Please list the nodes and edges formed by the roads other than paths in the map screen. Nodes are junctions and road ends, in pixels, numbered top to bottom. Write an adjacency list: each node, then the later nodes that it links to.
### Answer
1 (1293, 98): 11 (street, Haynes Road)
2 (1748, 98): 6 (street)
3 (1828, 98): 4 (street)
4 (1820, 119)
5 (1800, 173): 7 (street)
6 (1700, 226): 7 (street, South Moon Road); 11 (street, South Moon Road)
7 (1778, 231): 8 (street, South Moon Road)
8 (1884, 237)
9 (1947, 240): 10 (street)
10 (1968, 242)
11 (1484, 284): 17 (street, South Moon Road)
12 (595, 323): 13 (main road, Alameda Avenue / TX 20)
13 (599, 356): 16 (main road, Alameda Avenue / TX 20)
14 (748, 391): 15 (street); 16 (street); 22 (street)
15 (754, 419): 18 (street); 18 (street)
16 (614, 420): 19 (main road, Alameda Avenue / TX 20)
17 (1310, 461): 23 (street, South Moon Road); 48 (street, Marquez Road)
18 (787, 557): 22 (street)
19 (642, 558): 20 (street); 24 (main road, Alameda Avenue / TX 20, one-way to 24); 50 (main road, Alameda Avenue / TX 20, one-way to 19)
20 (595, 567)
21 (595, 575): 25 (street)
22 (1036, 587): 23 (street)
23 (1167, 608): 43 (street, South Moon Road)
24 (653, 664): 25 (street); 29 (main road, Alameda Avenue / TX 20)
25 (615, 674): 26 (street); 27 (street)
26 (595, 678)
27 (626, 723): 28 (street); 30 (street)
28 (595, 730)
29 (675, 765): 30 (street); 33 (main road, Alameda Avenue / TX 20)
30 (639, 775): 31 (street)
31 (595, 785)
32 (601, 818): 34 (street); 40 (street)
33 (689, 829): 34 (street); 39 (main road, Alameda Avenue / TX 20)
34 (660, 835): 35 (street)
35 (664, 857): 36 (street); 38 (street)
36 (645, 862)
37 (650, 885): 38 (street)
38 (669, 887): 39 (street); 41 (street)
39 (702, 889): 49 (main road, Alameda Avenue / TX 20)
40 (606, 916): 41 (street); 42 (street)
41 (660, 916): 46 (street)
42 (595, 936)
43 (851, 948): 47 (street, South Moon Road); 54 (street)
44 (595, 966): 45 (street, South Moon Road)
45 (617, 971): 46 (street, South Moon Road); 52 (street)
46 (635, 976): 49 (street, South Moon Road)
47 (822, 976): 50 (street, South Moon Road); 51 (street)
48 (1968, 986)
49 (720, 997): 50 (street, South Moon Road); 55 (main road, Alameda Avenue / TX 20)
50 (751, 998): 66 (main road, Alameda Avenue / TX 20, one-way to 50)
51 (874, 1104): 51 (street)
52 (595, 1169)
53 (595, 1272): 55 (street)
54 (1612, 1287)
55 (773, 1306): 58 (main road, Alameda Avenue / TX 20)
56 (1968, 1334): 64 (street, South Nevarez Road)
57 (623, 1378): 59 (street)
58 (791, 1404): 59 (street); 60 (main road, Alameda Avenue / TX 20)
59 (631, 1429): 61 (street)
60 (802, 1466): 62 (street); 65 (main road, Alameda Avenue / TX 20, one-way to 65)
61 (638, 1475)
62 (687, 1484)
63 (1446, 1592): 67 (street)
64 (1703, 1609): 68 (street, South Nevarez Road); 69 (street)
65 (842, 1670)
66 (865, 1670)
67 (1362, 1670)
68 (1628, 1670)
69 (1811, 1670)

* [WHAT YOU ARE ASKED TO DO]
Find every line above that contains the word "Nevarez", and return each one.

* [RESPONSE TO THIS EXERCISE]
56 (1968, 1334): 64 (street, South Nevarez Road)
64 (1703, 1609): 68 (street, South Nevarez Road); 69 (street)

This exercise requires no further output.